Can you point me generally to where we trigger the widevine install in eme code?

We trigger the process during handling of the requestMediaKeySystemAccess call.

Is it true that both Widevine and OpenH264 get installed when checkForUpdates is called regardless of what caused checkForUpdates to be called?

Flags: needinfo?(bvandyk)
Blocks: teams

We had a small discussion about the best place to trigger and wait for checkForUpdates and the rough answer is PeerConnection.createOffer(). Ideally, though we'd only wait if we knew H264 was going to be required but we don't really have a good way of doing that.
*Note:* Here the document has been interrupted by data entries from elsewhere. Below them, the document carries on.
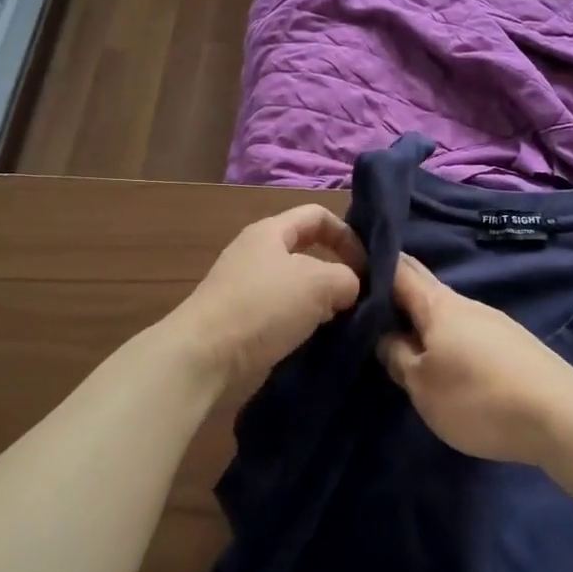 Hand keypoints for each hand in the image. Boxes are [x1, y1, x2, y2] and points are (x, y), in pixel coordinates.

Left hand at [169, 204, 365, 404]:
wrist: (204, 356)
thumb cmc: (263, 306)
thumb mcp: (319, 283)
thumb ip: (347, 278)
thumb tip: (349, 288)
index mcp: (271, 231)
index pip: (317, 215)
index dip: (348, 234)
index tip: (367, 266)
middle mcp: (256, 253)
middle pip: (308, 252)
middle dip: (337, 271)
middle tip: (359, 297)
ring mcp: (246, 287)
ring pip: (297, 286)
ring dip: (321, 302)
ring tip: (342, 322)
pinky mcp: (241, 319)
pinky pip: (282, 313)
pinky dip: (302, 323)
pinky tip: (316, 340)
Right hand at [378, 255, 572, 465]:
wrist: (560, 415)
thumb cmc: (478, 397)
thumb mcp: (422, 386)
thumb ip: (397, 356)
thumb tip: (384, 335)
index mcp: (437, 304)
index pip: (398, 269)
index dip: (372, 263)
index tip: (349, 266)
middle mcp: (465, 303)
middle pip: (422, 285)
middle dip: (395, 288)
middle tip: (365, 300)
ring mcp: (491, 320)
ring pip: (444, 309)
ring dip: (420, 316)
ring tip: (397, 334)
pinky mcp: (510, 342)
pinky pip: (465, 328)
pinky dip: (444, 333)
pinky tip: (441, 354)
We'd like to better understand how often and why users don't have OpenH264 before pushing too hard here.

It might still be a good idea to trigger download on WebRTC use, even if we don't wait for it.

It would let sites that require H264 detect its absence in the offer, and wait a short amount of time (less than 20 seconds) before trying again.

Correction from looking at code: it seems checkForUpdates is only called in response to "EMEVideo:CDMMissing", or 10 seconds after an EME prefs change, and that the function of interest is one level down: simpleCheckAndInstall, which is also called from _scheduleBestEffortUserIdleTasks.

simpleCheckAndInstall itself appears to check for EME+H264 at most once every 24 hours (or twice on days Firefox is updated), so checkForUpdates may be over-promising on its responsiveness.

I'm struck by the decision logic here seeming designed for EME, with H264 as a tag-along.

(In reply to Jeff Muizelaar [:jrmuizel] from comment #5)

Is it true that both Widevine and OpenH264 get installed when checkForUpdates is called regardless of what caused checkForUpdates to be called?

Short answer, yes.

Long answer

  • In practice, yes. You can see this if you create a fresh profile and visit a page with EME, it will trigger both Widevine and OpenH264 install.
  • Code wise, mostly yes, but it's messy.

Different layers of the code attempt to abstract over specific GMPs (Widevine, OpenH264), while others do not. So some layers do care about what the triggering event is.

E.g. GMPProviders have knowledge of what plugin they're supposed to be providing. However, as you point out, once a GMPProvider starts calling things like checkForUpdates the logic can become non-specific to the plugin that provider cares about. For checkForUpdates the logic mostly becomes non-specific because IIRC simpleCheckAndInstall just tries to update all GMPs (with some pref checking internally so it doesn't update them when they're disabled). However, there is a small amount of GMPProvider specific logic prior to that point with things like the appDisabled.


So you can trigger the OpenH264 install by notifying that the CDM is missing at different levels. E.g. EMEVideo:CDMMissing will do it. Obviously that's a yucky thing to do, but could be done as a quick bandaid. I think both the EME and non-EME path could use some love and tending to here so that they're clearer and easier to interact with for things like this.

Flags: needinfo?(bvandyk)

(In reply to Jim Mathies [:jimm] from comment #1)

Bryce, any idea why we don't trigger a download in this case like we do for Widevine?

The answer is that it was never designed to it this way. OpenH264 for WebRTC usage is suppose to get downloaded automatically by Firefox in the background, when it is idle. So that it is ready to use when you try to do WebRTC based video call. So basically when you open in a fresh profile you would need to let Firefox sit for several minutes to wait for the download to start.
Note: I have not tested if this still works as described above.

The reason this doesn't get downloaded when one tries to enter a call is that the assumption back then was: entering a call is way more timing sensitive than waiting for your movie to start.
There is no way for the WebRTC libraries to explain to the WebRTC page you are own why you have to wait potentially for several seconds for the download to finish. So users will end up with a really strange user experience. And the sites customer support will have a hard time to figure out what the customer is complaining about.